I recalled that very moment when I was writing The Invitation. My character Lali is a female version of my father: Jacobite Syrian Christian, comes to America for graduate school, marries a Jew. What if, I wondered, Lali’s ancestors had once worshipped in the synagogue? Locals must have converted to Judaism, for how else had that first ship load married, kept their faith? It was entirely plausible, then, for a Jewish family to decide to become Christians at some point, and so I wrote it into my story.
This was the part of the novel that worried me the most when Mom read an advanced copy.

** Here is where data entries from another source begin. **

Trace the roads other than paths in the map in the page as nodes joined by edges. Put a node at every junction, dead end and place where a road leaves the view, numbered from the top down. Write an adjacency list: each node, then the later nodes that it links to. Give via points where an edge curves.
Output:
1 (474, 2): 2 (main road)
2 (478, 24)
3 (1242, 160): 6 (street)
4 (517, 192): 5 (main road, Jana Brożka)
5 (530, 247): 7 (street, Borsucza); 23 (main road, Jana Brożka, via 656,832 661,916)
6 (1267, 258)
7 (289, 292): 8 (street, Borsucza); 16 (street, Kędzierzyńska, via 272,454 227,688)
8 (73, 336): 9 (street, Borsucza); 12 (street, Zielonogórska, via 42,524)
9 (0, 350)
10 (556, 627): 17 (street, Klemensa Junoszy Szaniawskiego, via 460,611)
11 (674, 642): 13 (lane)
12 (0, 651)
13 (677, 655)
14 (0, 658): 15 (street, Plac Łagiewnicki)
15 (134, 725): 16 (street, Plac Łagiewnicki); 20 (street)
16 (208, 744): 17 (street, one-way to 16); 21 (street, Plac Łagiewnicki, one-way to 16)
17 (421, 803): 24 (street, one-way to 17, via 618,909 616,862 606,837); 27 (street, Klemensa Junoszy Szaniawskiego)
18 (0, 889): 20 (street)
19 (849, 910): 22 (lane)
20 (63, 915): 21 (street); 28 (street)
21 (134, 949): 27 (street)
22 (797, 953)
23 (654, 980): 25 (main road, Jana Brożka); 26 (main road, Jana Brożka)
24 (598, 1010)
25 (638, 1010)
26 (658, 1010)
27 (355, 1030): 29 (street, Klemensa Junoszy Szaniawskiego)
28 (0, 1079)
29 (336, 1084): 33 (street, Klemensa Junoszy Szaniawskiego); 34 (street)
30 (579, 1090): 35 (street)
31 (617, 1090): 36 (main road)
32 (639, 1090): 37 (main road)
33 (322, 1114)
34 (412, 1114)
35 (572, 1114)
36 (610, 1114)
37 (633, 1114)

“I love it,” Mom’s words were sure, her accent still American. “What I like best is Lali’s Jewish ancestor, which means she is Jewish. I’ve never read that in any novels, but it makes perfect sense.”

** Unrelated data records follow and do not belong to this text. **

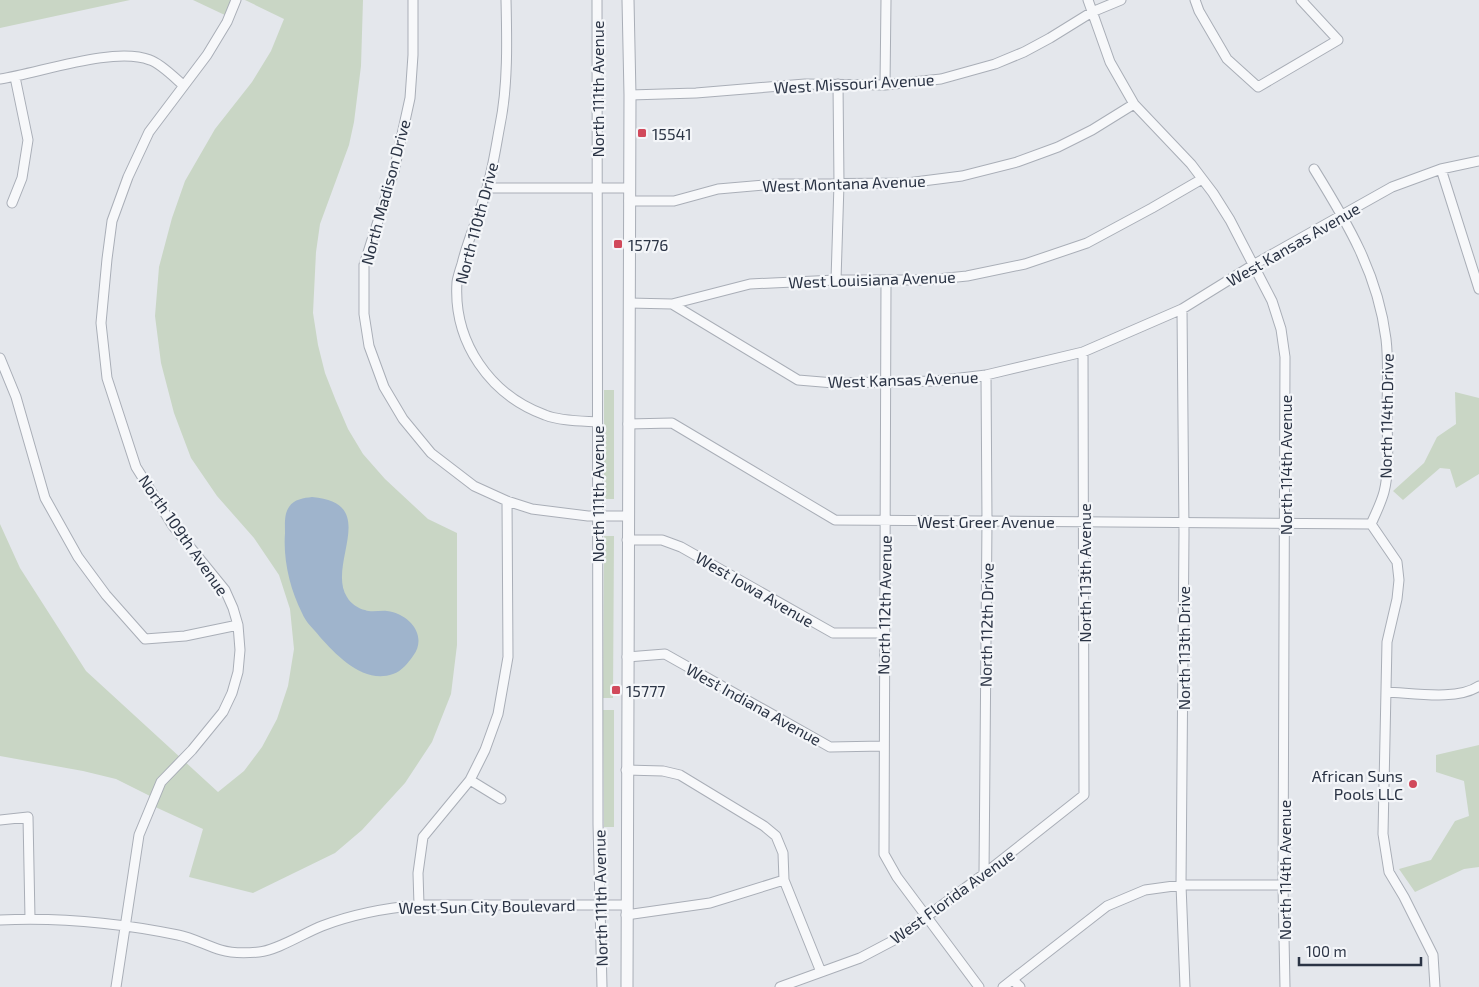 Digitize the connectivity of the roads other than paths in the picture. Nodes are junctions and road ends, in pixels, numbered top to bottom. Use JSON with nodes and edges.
{"nodes":[{"id":1,"x":236,"y":0,"type":"edge"},
{"id":2,"x":413,"y":0,"type":"edge"},
{"id":3,"x":506,"y":0,"type":"edge"},
{"id":4,"x":597,"y":0,"type":"edge"},
{"id":5,"x":628,"y":0,"type":"edge"},
{"id":6,"x":886,"y":0,"type":"edge"},
{"id":7,"x":1088,"y":0,"type":"edge"},
{"id":8,"x":1120,"y":0,"type":"edge"},
{"id":9,"x":1195,"y":0,"type":"edge"},
{"id":10,"x":1301,"y":0,"type":"edge"},
{"id":11,"x":1092,"y":12,"type":"junction"},
{"id":12,"x":15,"y":77,"type":"junction"},
{"id":13,"x":0,"y":79,"type":"edge"},
{"id":14,"x":838,"y":84,"type":"junction"},
{"id":15,"x":184,"y":85,"type":"junction"},
{"id":16,"x":886,"y":85,"type":"junction"},
{"id":17,"x":630,"y":95,"type":"junction"},
{"id":18,"x":1134,"y":104,"type":"junction"},
{"id":19,"x":1479,"y":161,"type":"edge"},
{"id":20,"x":1314,"y":169,"type":"dead end"},
{"id":21,"x":1441,"y":169,"type":"junction"},
{"id":22,"x":1202,"y":178,"type":"junction"},
{"id":23,"x":839,"y":184,"type":"junction"},
{"id":24,"x":487,"y":188,"type":"junction"},
{"id":25,"x":597,"y":188,"type":"junction"},
{"id":26,"x":629,"y":188,"type":"junction"},
{"id":27,"x":629,"y":201,"type":"junction"},
{"id":28,"x":12,"y":203,"type":"dead end"},
{"id":29,"x":1343,"y":216,"type":"junction"},
{"id":30,"x":1253,"y":265,"type":"junction"},
{"id":31,"x":836,"y":280,"type":"junction"},
{"id":32,"x":886,"y":280,"type":"junction"},
{"id":33,"x":1479,"y":289,"type":"edge"},
{"id":34,"x":629,"y":303,"type":"junction"},
{"id":35,"x":672,"y":304,"type":"junction"},
{"id":36,"x":1182,"y":309,"type":"junction"},
{"id":37,"x":1083,"y":352,"type":"junction"},
{"id":38,"x":0,"y":358,"type":"edge"},
{"id":39,"x":986,"y":375,"type":"junction"},
{"id":40,"x":885,"y":382,"type":"junction"},
{"id":41,"x":598,"y":422,"type":"junction"},
{"id":42,"x":628,"y":424,"type":"junction"},
{"id":43,"x":507,"y":501,"type":"junction"},
{"id":44,"x":597,"y":516,"type":"junction"},
{"id":45,"x":628,"y":516,"type":"junction"},
{"id":46,"x":987,"y":521,"type":"junction"},
{"id":47,"x":1084,"y":521,"type":"junction"},
{"id":48,"x":885,"y":522,"type":"junction"},
{"id":49,"x":1184,"y":522,"type":"junction"},
{"id":50,"x":1285,"y":522,"type":"junction"},
{"id":51,"x":1371,"y":524,"type":"junction"},
{"id":52,"x":627,"y":540,"type":"junction"},
{"id":53,"x":238,"y":625,"type":"junction"},
{"id":54,"x":884,"y":633,"type":"junction"},
{"id":55,"x":627,"y":657,"type":"junction"},
{"id":56,"x":1479,"y":686,"type":"edge"},
{"id":57,"x":1387,"y":692,"type":"junction"},
{"id":58,"x":883,"y":746,"type":"junction"},
{"id":59,"x":626,"y":770,"type":"junction"},
{"id":60,"x":470,"y":780,"type":"junction"},
{"id":61,"x":1084,"y":795,"type":"joint"},
{"id":62,"x":501,"y":799,"type":"dead end"},
{"id":63,"x":0,"y":820,"type":"edge"},
{"id":64,"x":984,"y":874,"type":"junction"},
{"id":65,"x":784,"y":880,"type":"junction"},
{"id":66,"x":1181,"y":885,"type":"junction"},
{"id":67,"x":1284,"y":885,"type":"junction"},
{"id":68,"x":419,"y":905,"type":"junction"},
{"id":69,"x":600,"y":905,"type":"junction"},
{"id":70,"x":626,"y":910,"type":"junction"},
{"id":71,"x":30,"y":918,"type":"junction"},
{"id":72,"x":926,"y":918,"type":"junction"},
{"id":73,"x":0,"y":920,"type":"edge"},
{"id":74,"x":125,"y":926,"type":"junction"},
{"id":75,"x":821,"y":972,"type":"junction"},
{"id":76,"x":1014,"y":980,"type":"junction"},
{"id":77,"x":116,"y":987,"type":"edge"},
{"id":78,"x":602,"y":987,"type":"edge"},
{"id":79,"x":626,"y":987,"type":"edge"},
{"id":80,"x":780,"y":987,"type":"edge"},
{"id":81,"x":979,"y":987,"type":"edge"},
{"id":82,"x":1003,"y":987,"type":"edge"},
{"id":83,"x":1020,"y":987,"type":"edge"},
{"id":84,"x":1185,"y":987,"type":"edge"},
{"id":85,"x":1285,"y":987,"type":"edge"},
{"id":86,"x":1435,"y":987,"type":"edge"}],
"edges":[{"from":1,"to":15,"type":"street","name":"North 109th Avenue"},
{"from":2,"to":43,"type":"street","name":"North Madison Drive"},
{"from":3,"to":24,"type":"street","name":"North 110th Drive"},
{"from":4,"to":25,"type":"street","name":"North 111th Avenue"},
{"from":5,"to":17,"type":"street","name":"North 111th Avenue"},
{"from":6,"to":16,"type":"street"},
{"from":7,"to":11,"type":"street","name":"North 114th Avenue"},
{"from":8,"to":11,"type":"street","name":"West Missouri Avenue"},
{"from":9,"to":10,"type":"street"},
{"from":11,"to":16,"type":"street","name":"West Missouri Avenue"},
{"from":11,"to":18,"type":"street","name":"North 114th Avenue"},
{"from":12,"to":13,"type":"street"},
{"from":12,"to":15,"type":"street"},
{"from":12,"to":28,"type":"street"},
{"from":14,"to":16,"type":"street","name":"West Missouri Avenue"},
{"from":14,"to":17,"type":"street","name":"West Missouri Avenue"},
{"from":14,"to":23,"type":"street"},
{"from":15,"to":53,"type":"street","name":"North 109th Avenue"},
{"from":17,"to":26,"type":"street","name":"North 111th Avenue"},
{"from":18,"to":22,"type":"street","name":"North 114th Avenue"},
{"from":18,"to":23,"type":"street","name":"West Montana Avenue"},
{"from":19,"to":21,"type":"street","name":"West Kansas Avenue"},
{"from":20,"to":29,"type":"street","name":"North 114th Drive"},
{"from":21,"to":29,"type":"street","name":"West Kansas Avenue"},
{"from":21,"to":33,"type":"street"},
{"from":22,"to":30,"type":"street","name":"North 114th Avenue"},
{"from":22,"to":32,"type":"street","name":"West Louisiana Avenue"},
{"from":23,"to":27,"type":"street","name":"West Montana Avenue"},
{"from":23,"to":31,"type":"street"},
{"from":24,"to":25,"type":"street"},
{"from":24,"to":41,"type":"street","name":"North 110th Drive"},
{"from":25,"to":26,"type":"street"},
{"from":25,"to":41,"type":"street","name":"North 111th Avenue"},
{"from":26,"to":27,"type":"street","name":"North 111th Avenue"},
{"from":27,"to":34,"type":"street","name":"North 111th Avenue"},
{"from":29,"to":30,"type":"street","name":"West Kansas Avenue"},
{"from":29,"to":51,"type":"street","name":"North 114th Drive"},
{"from":30,"to":36,"type":"street","name":"West Kansas Avenue"},
{"from":30,"to":50,"type":"street","name":"North 114th Avenue"},
{"from":31,"to":32,"type":"street","name":"West Louisiana Avenue"},
{"from":31,"to":35,"type":"street","name":"West Louisiana Avenue"},
{"from":32,"to":40,"type":"street","name":"North 112th Avenue"},
{"from":34,"to":35,"type":"street","name":"West Kansas Avenue"},
{"from":34,"to":42,"type":"street","name":"North 111th Avenue"},
{"from":35,"to":40,"type":"street","name":"West Kansas Avenue"},
{"from":36,"to":37,"type":"street","name":"West Kansas Avenue"},
{"from":36,"to":49,"type":"street","name":"North 113th Drive"},
{"from":37,"to":39,"type":"street","name":"West Kansas Avenue"},
{"from":37,"to":47,"type":"street","name":"North 113th Avenue"},
{"from":38,"to":53,"type":"street"},
{"from":39,"to":40,"type":"street","name":"West Kansas Avenue"},
{"from":39,"to":46,"type":"street","name":"North 112th Drive"},
{"from":40,"to":48,"type":"street","name":"North 112th Avenue"},
{"from":41,"to":44,"type":"street","name":"North 111th Avenue"},
{"from":42,"to":45,"type":"street","name":"North 111th Avenue"},
{"from":42,"to":48,"type":"street","name":"West Greer Avenue"},
{"from":43,"to":44,"type":"street","name":"North Madison Drive"},
{"from":43,"to":60,"type":"street"},
{"from":44,"to":45,"type":"street","name":"North Madison Drive"},
{"from":44,"to":69,"type":"street","name":"North 111th Avenue"},
{"from":45,"to":52,"type":"street","name":"North 111th Avenue"},
{"from":46,"to":47,"type":"street","name":"West Greer Avenue"},
{"from":46,"to":48,"type":"street","name":"West Greer Avenue"},
{"from":46,"to":64,"type":"street","name":"North 112th Drive"},
{"from":47,"to":49,"type":"street","name":"West Greer Avenue"},
{"from":47,"to":61,"type":"street","name":"North 113th Avenue"},
{"from":48,"to":54,"type":"street","name":"North 112th Avenue"},
{"from":49,"to":50,"type":"street","name":"West Greer Avenue"},
{"from":49,"to":66,"type":"street","name":"North 113th Drive"},
{"from":50,"to":51,"type":"street","name":"West Greer Avenue"},
{"from":50,"to":67,"type":"street","name":"North 114th Avenue"},
{"from":51,"to":57,"type":"street"},
{"from":52,"to":54,"type":"street","name":"West Iowa Avenue"},
{"from":52,"to":55,"type":"street","name":"North 111th Avenue"},
{"from":53,"to":74,"type":"street","name":"North 109th Avenue"},
{"from":54,"to":58,"type":"street","name":"North 112th Avenue"},
{"from":55,"to":58,"type":"street","name":"West Indiana Avenue"},
{"from":55,"to":59,"type":"street","name":"North 111th Avenue"},
{"from":56,"to":57,"type":"street"},
{"from":57,"to":86,"type":"street"},
{"from":58,"to":72,"type":"street","name":"North 112th Avenue"},
{"from":59,"to":65,"type":"street"},
{"from":59,"to":70,"type":"street","name":"North 111th Avenue"},
{"from":60,"to":62,"type":"street"},
{"from":60,"to":68,"type":"street"},
{"from":61,"to":64,"type":"street","name":"West Florida Avenue"},
{"from":63,"to":71,"type":"street"},
{"from":64,"to":72,"type":"street","name":"West Florida Avenue"},
{"from":65,"to":70,"type":"street","name":"West Sun City Boulevard"},
{"from":65,"to":75,"type":"street"},
{"from":66,"to":67,"type":"street"},
{"from":66,"to":76,"type":"street"},
{"from":66,"to":84,"type":"street","name":"North 113th Drive"},
{"from":67,"to":85,"type":"street","name":"North 114th Avenue"},
{"from":68,"to":69,"type":"street","name":"West Sun City Boulevard"},
{"from":68,"to":74,"type":"street","name":"West Sun City Boulevard"},
{"from":69,"to":70,"type":"street","name":"West Sun City Boulevard"},
{"from":69,"to":78,"type":"street","name":"North 111th Avenue"},
{"from":70,"to":79,"type":"street","name":"North 111th Avenue"},
{"from":71,"to":73,"type":"street","name":"West Sun City Boulevard"},
{"from":71,"to":74,"type":"street","name":"West Sun City Boulevard"},
{"from":72,"to":75,"type":"street","name":"West Florida Avenue"},
{"from":72,"to":81,"type":"street","name":"North 112th Avenue"},
{"from":74,"to":77,"type":"street","name":"North 109th Avenue"},
{"from":75,"to":80,"type":"street","name":"West Florida Avenue"},
{"from":76,"to":82,"type":"street"},
{"from":76,"to":83,"type":"street"}]}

I heaved a sigh of relief. I had Mom’s approval. And for me, that mattered the most.
I spent several years traveling the world, trying on different faiths, seeing which one fits. At the end of my journey, I found myself in Tzfat, in northern Israel, diving headfirst into my own faith. The ground I walked in Tzfat felt familiar and foreign at the same time.
One evening, I was invited by a family of Orthodox Jews for a Sabbath at their home. One of them, an impish young man named Asaf, listened intently to my tales of whirling with the dervishes, meditating with the Tibetans. Then he told me a story.
There was this Jew, Asaf said. We’ll call him Moshe. Moshe decided one day he wanted to become Catholic, so he walks to the local church and says, “Father, I’d like to be Catholic.”
“No problem,” says the priest. He sprinkles water over Moshe and says, three times, “You’re not Jewish, you’re Catholic.” He then sends Moshe on his way but with a warning. “We Catholics only eat fish on Fridays. Okay?”
Moshe assures him that is no problem. Except a few days later, on a Wednesday evening, Moshe develops a huge craving for fish. He can’t resist so he slips off to a local restaurant. There, the priest happens to see him tucking into a huge fillet of halibut.
“Moshe! What are you doing? I told you to only eat fish on Friday.”
Moshe, without missing a beat, says, “This isn’t a fish. It’s a carrot.”
“What are you talking about, Moshe? I can plainly see it’s a fish.”
“No, it isn’t. I sprinkled water on it and said, ‘You’re not a fish, you’re carrot, you’re not a fish you’re a carrot…’”
Everyone at the table smiles. Except me. What am I to make of the joke? Am I a fish and always will be? Or am I a carrot with fish tendencies? Or some sort of carrot-fish hybrid? The obvious moral of the story: Go forth and meditate with the Buddhists, do yoga with the Hindus, pray with the Muslims, but you’ll be back. You have a nefesh, a Jewish soul, and nothing you do will ever change that.
At first, I bristled at that notion. We are free—freer than ever before—to choose our own spiritual path, and many people (Jews and non-Jews alike) are doing just that. One out of three Americans will change their religious affiliation over the course of their lifetime. We are, increasingly, a nation of God hoppers.
Or are we? Do we ever fully change?
I don’t think so. We imbibe of the world’s wisdom traditions, from Buddhism to Shamanism, and benefit from them, but the “conversion” is never complete. We always retain, at the very least, our cultural identity—our fishiness—and that is okay. That is good. We need solid footing, or as Archimedes said many centuries ago: “Give me a place to stand and I shall move the world.”